An automobile financier claims to lend money at simple interest, but he effectively adds the interest to the principal every six months for calculating interest for the next period. If he charges 10% interest per annum in this way, what is his effective annual rate of interest?

Introduction / Context:
This question explores the concept of effective interest rate when interest is added to principal more than once per year. The financier claims to use simple interest, but by adding interest to the principal every six months, he is effectively compounding the interest half yearly. The given nominal annual rate is 10%, and you must find the effective annual rate when compounding happens twice a year.

Given Data / Assumptions:

Nominal rate of interest per annum = 10%.
Interest is added to principal every six months, so compounding is half yearly.
Number of compounding periods per year n = 2.
Effective annual rate is the percentage increase in the principal after one full year.
We use the compound interest factor (1 + i / n)^n to find the effective rate.

Concept / Approach:
If the nominal annual rate is R% and interest is compounded n times per year, the effective annual factor is (1 + R / (100n))^n.

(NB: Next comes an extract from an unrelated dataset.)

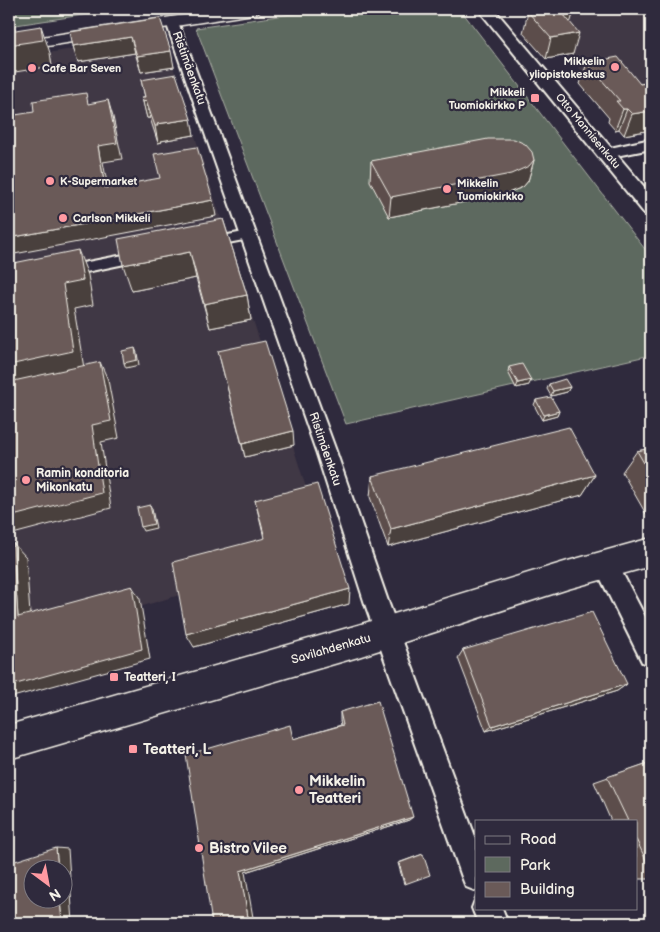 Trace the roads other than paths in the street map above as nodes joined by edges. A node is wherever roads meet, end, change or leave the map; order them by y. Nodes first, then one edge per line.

The effective annual rate Reff is then (this factor - 1) * 100%. In this question, R = 10 and n = 2, so each half year the rate is 10 / 2 = 5%. We apply the factor (1 + 0.05)^2 and find the effective rate.

Step-by-Step Solution:
Step 1: Nominal annual rate R = 10%. Step 2: Number of compounding periods per year n = 2 (every 6 months). Step 3: Rate per half year = R / n = 10 / 2 = 5% = 0.05 in decimal form. Step 4: Annual multiplication factor under half-yearly compounding is (1 + 0.05)^2. Step 5: Compute (1 + 0.05)^2 = 1.05^2 = 1.1025. Step 6: Effective annual rate Reff is given by (factor - 1) * 100% = (1.1025 - 1) * 100%. Step 7: Reff = 0.1025 * 100% = 10.25%. Step 8: Thus, the financier effectively charges an annual rate of 10.25%.

Verification / Alternative check:
Think in terms of a Rs 100 principal. After the first 6 months at 5%, it becomes 100 * 1.05 = 105. After the next 6 months, interest is again 5%, now on 105, so amount = 105 * 1.05 = 110.25. The increase from 100 to 110.25 is Rs 10.25 on Rs 100, corresponding to 10.25%, confirming the effective rate.

Why Other Options Are Wrong:
10% would be correct only if there were no compounding. 10.5% arises if one incorrectly multiplies the nominal rate by 1.05 or uses an approximate method. 9.75% is less than the nominal rate and does not account for compounding. Therefore, none of these match the correct effective rate of 10.25%, so 10.25% is the right answer and option "None of these" is not needed here.

Common Pitfalls:
Students sometimes confuse nominal and effective rates or forget that compounding more frequently than annually increases the effective rate. Another common error is to multiply 10% by the number of compounding periods, which is incorrect. Always use the compounding factor (1 + R / (100n))^n to find the effective annual rate.

Final Answer:
The effective annual rate of interest charged by the financier is 10.25%.